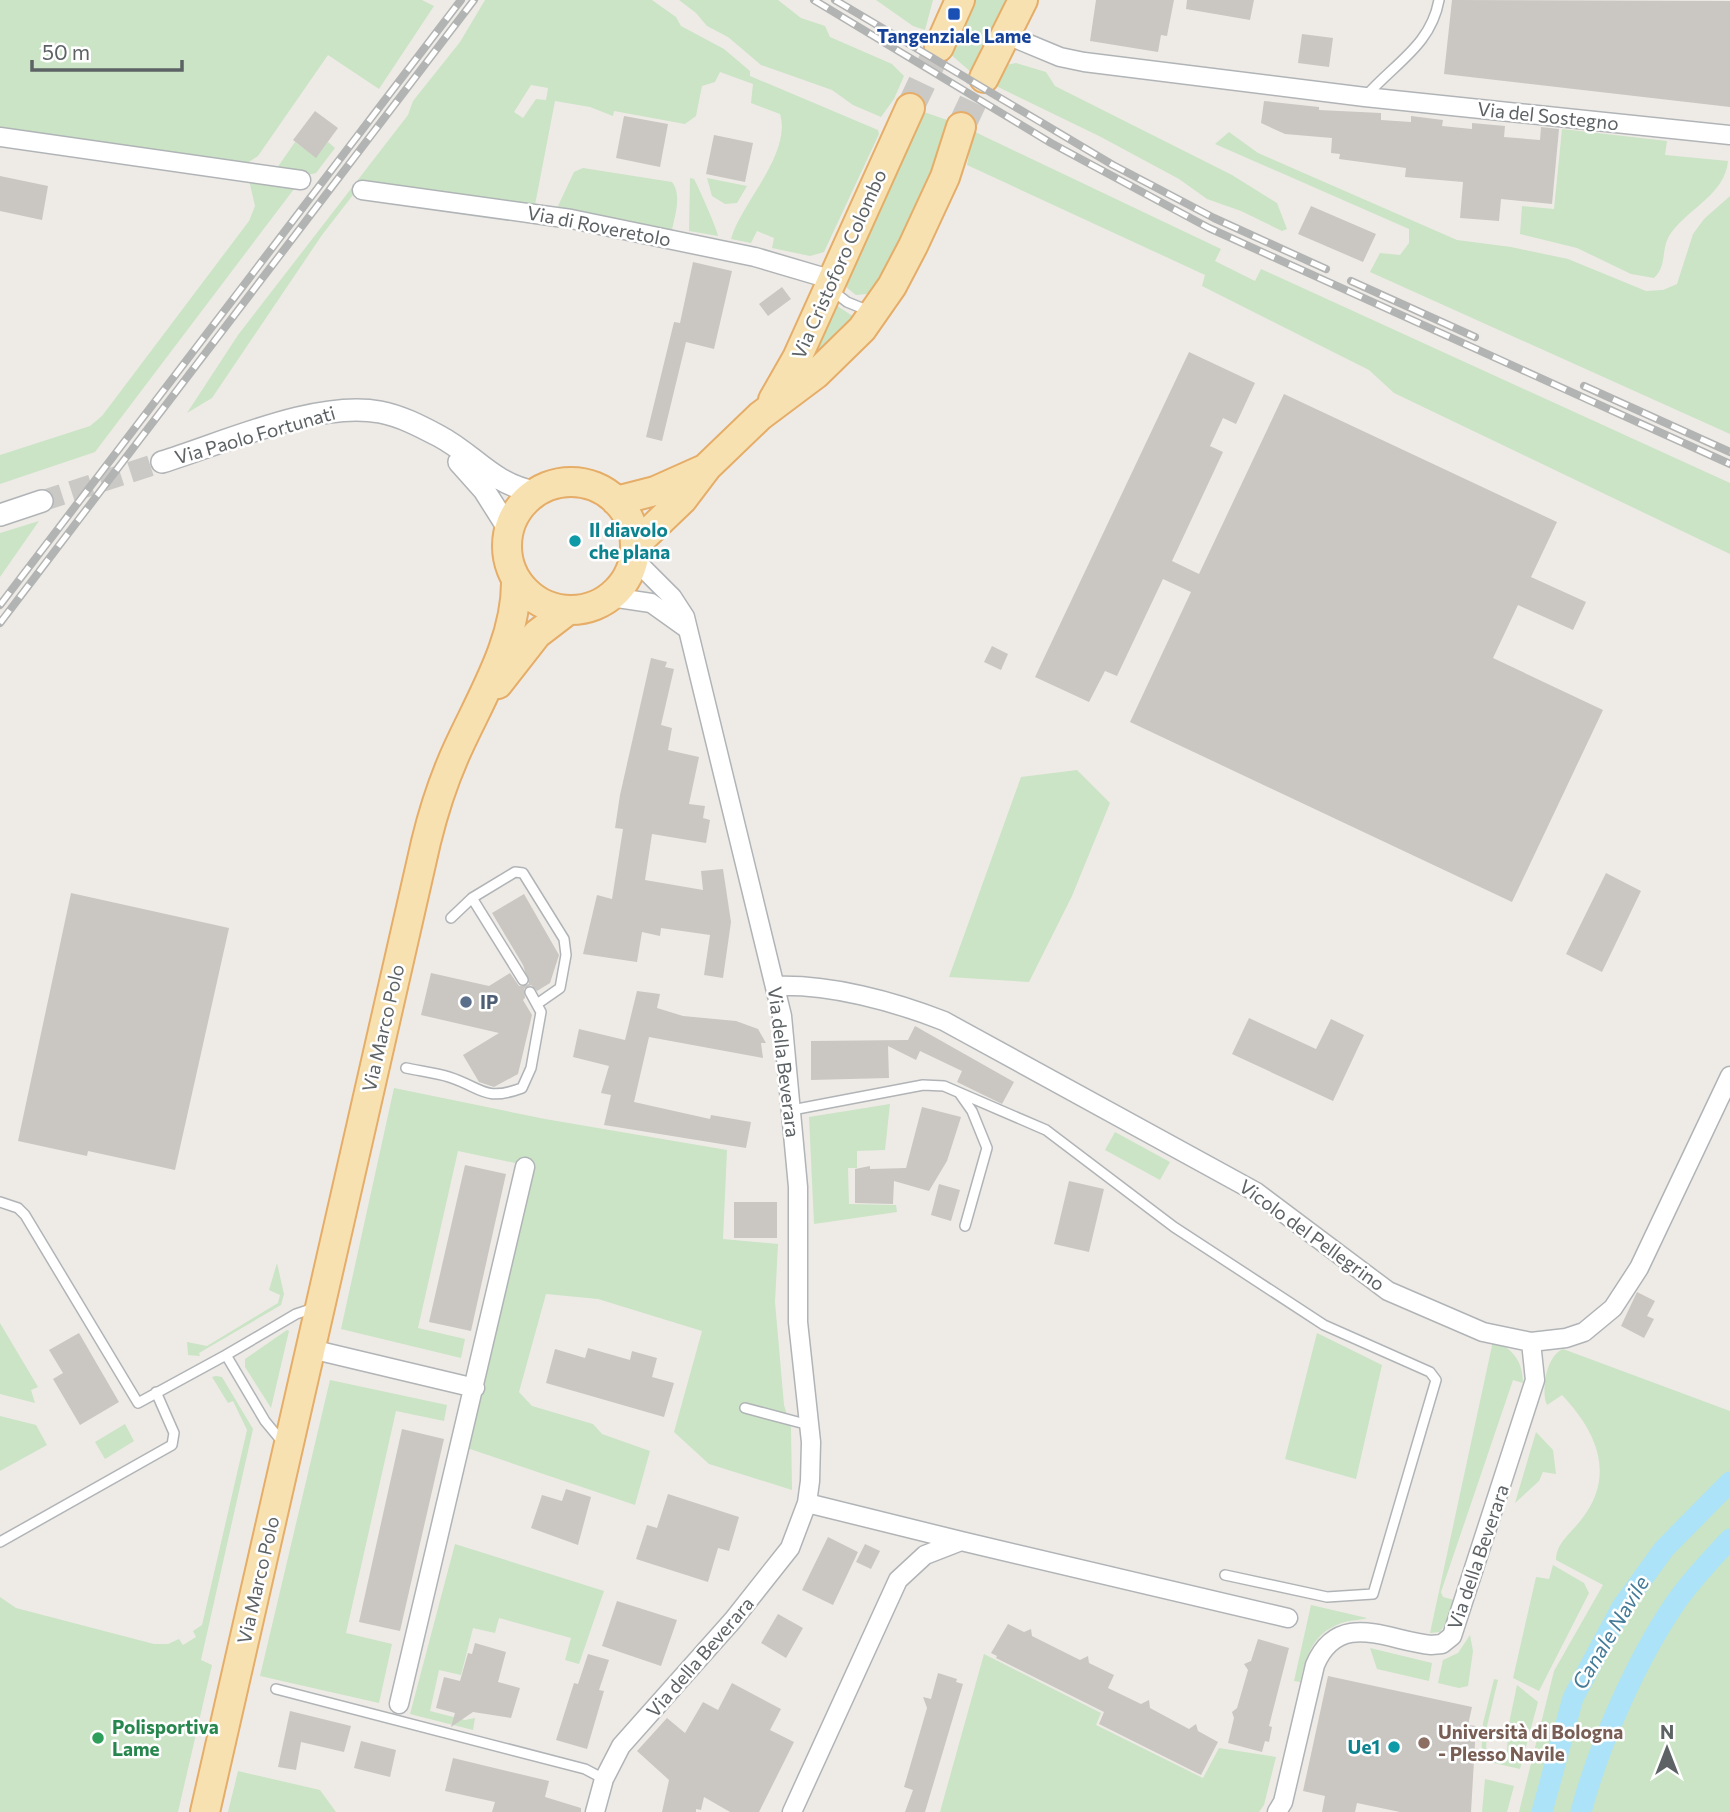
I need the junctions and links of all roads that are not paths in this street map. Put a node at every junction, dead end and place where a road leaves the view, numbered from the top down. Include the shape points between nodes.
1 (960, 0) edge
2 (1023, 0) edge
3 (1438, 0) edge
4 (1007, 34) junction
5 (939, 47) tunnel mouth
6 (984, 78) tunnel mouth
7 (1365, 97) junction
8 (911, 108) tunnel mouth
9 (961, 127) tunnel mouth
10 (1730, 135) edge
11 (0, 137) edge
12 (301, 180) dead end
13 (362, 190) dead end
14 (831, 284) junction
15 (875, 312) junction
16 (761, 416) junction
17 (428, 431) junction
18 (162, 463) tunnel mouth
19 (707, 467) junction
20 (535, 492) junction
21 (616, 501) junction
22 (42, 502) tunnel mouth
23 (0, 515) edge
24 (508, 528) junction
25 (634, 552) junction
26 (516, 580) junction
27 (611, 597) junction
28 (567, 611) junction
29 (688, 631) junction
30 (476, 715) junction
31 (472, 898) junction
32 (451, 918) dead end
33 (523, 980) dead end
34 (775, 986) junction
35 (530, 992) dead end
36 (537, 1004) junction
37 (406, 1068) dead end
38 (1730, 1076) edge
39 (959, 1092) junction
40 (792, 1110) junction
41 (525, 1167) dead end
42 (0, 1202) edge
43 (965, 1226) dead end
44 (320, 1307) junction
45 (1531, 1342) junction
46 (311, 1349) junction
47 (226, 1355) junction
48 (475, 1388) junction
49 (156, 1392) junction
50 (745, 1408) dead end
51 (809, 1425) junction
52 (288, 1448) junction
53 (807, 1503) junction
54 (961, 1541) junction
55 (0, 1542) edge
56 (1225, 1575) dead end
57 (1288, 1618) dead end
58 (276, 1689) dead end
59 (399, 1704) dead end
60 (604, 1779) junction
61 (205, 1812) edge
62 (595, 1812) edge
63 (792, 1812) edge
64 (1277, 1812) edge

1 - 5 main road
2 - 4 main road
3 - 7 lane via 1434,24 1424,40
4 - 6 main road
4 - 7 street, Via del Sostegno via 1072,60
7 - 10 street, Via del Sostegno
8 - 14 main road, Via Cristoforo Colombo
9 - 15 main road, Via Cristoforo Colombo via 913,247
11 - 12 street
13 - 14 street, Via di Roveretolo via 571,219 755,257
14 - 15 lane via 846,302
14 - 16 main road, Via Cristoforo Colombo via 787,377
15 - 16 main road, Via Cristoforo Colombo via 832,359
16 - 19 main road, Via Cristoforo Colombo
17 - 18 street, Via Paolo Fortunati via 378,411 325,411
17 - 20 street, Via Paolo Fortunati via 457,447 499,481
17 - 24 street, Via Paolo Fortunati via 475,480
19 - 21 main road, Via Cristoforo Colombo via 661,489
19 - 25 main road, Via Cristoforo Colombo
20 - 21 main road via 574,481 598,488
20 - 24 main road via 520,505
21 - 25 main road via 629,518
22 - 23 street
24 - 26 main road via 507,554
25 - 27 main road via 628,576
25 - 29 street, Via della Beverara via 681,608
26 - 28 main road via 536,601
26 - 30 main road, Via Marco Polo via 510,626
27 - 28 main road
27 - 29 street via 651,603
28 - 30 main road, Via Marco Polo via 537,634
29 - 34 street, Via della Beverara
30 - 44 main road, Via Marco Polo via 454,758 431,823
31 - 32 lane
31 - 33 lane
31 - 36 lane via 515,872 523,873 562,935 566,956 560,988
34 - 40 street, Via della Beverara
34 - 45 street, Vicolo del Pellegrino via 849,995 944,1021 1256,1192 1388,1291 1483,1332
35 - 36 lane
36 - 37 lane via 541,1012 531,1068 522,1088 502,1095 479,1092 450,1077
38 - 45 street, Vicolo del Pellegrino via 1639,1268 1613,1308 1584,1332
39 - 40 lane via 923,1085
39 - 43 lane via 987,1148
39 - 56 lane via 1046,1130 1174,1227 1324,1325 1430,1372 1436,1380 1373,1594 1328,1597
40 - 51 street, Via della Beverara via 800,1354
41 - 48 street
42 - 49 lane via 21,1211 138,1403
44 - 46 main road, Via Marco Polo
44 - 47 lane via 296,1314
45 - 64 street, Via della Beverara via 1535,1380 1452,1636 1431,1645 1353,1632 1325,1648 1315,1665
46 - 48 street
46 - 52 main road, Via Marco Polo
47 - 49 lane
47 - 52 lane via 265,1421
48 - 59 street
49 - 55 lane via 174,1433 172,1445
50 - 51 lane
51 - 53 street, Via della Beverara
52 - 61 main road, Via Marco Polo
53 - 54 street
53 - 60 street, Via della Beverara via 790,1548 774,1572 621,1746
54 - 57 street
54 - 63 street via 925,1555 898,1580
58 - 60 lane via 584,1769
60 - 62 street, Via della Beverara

◆ ◆ ◆

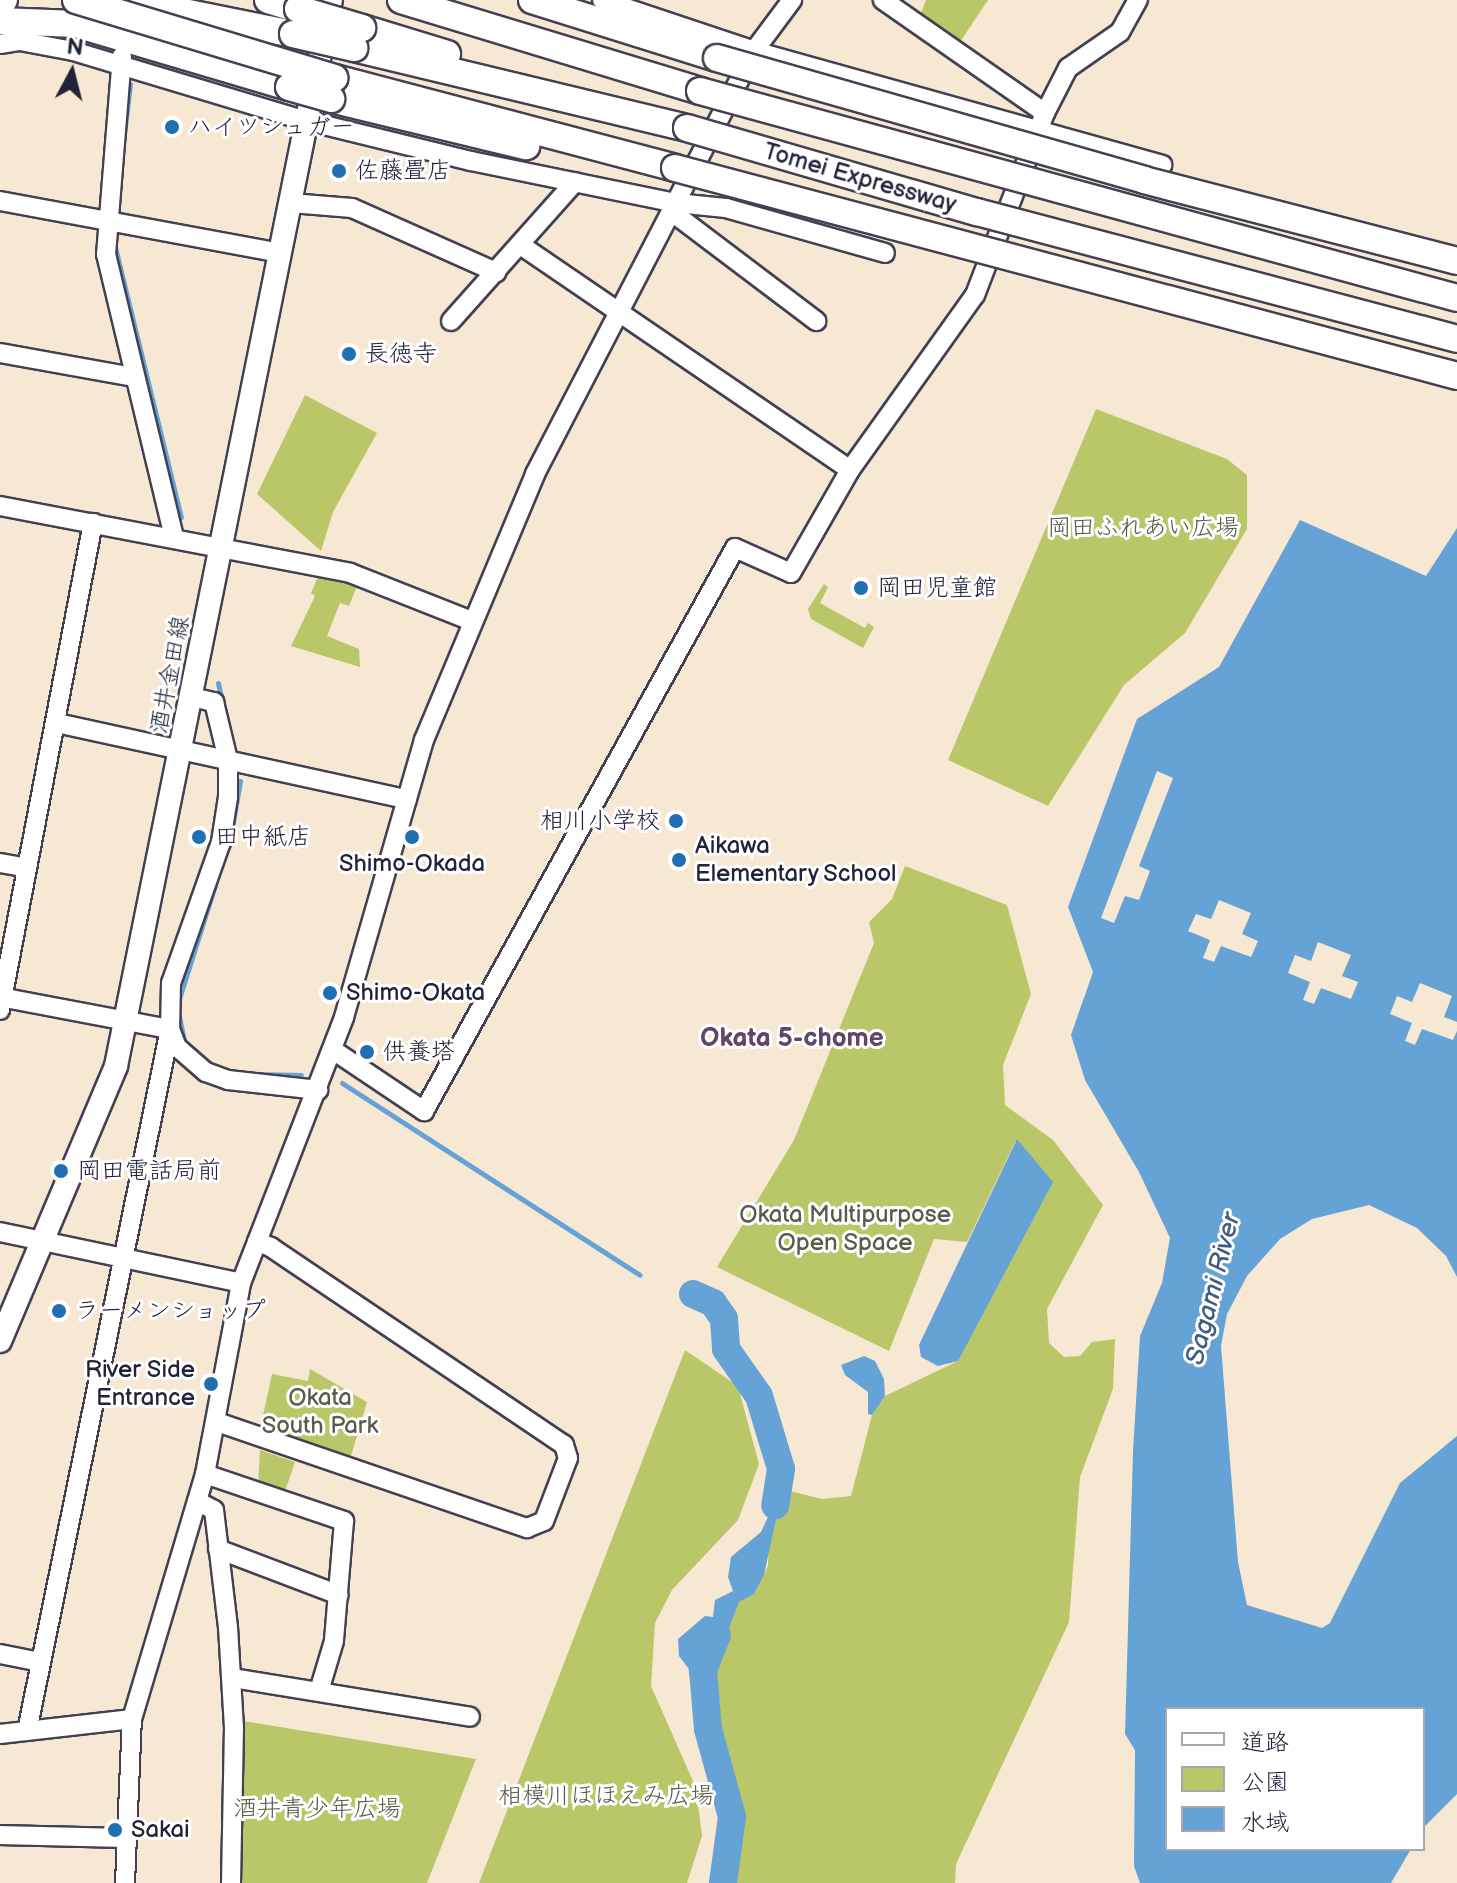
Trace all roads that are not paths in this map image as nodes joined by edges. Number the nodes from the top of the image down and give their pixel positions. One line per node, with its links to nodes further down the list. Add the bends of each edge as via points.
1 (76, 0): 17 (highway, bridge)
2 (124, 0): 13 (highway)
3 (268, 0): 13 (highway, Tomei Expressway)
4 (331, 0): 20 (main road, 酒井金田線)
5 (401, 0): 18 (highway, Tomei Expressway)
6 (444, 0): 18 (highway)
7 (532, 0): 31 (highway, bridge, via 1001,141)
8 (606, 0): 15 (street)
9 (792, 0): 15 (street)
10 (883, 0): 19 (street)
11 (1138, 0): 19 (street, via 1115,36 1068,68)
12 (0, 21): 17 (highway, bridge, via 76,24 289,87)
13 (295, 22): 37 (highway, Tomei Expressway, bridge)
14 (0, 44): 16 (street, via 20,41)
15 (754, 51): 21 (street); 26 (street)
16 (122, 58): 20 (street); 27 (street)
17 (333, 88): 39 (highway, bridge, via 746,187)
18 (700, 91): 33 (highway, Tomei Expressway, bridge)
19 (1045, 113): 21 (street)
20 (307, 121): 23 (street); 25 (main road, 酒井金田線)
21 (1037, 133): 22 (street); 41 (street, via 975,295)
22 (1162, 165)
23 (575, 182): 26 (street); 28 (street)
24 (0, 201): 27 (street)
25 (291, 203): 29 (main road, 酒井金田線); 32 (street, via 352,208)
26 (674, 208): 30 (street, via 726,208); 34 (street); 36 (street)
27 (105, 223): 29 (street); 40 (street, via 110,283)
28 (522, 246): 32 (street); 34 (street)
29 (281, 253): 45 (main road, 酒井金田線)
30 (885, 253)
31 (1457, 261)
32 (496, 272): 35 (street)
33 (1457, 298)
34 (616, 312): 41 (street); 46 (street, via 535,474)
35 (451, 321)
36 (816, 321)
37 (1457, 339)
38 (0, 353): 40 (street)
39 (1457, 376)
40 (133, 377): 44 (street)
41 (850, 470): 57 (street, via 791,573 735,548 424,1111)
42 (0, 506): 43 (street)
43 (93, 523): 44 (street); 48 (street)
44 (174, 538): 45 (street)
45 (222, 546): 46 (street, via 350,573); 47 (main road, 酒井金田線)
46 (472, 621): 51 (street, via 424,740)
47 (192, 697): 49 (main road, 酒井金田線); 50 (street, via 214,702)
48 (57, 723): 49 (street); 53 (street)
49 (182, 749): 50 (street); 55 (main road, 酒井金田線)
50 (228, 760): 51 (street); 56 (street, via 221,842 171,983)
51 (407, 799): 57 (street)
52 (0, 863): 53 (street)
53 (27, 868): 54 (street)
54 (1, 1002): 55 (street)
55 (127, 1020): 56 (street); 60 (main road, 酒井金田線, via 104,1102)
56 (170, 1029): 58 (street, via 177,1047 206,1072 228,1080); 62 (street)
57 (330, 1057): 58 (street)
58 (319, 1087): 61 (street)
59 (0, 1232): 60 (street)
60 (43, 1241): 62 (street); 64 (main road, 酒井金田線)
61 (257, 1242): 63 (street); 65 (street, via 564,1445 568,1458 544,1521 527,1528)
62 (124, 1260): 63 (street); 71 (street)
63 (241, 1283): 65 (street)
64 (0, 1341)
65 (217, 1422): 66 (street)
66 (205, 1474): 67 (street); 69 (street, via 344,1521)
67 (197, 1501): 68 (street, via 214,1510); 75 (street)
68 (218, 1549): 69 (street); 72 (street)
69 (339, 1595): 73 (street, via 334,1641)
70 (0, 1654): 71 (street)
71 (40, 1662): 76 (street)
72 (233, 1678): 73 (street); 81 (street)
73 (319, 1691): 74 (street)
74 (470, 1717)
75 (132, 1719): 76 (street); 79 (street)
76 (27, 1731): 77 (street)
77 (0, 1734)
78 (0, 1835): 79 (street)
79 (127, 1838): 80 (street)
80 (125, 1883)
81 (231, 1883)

◆ ◆ ◆

**EXERCISE PROMPT**: If a line in the data holds the string "Marco", copy that line.

**OUTPUT BELOW**:
26 - 30 main road, Via Marco Polo via 510,626
28 - 30 main road, Via Marco Polo via 537,634
30 - 44 main road, Via Marco Polo via 454,758 431,823
44 - 46 main road, Via Marco Polo
46 - 52 main road, Via Marco Polo
52 - 61 main road, Via Marco Polo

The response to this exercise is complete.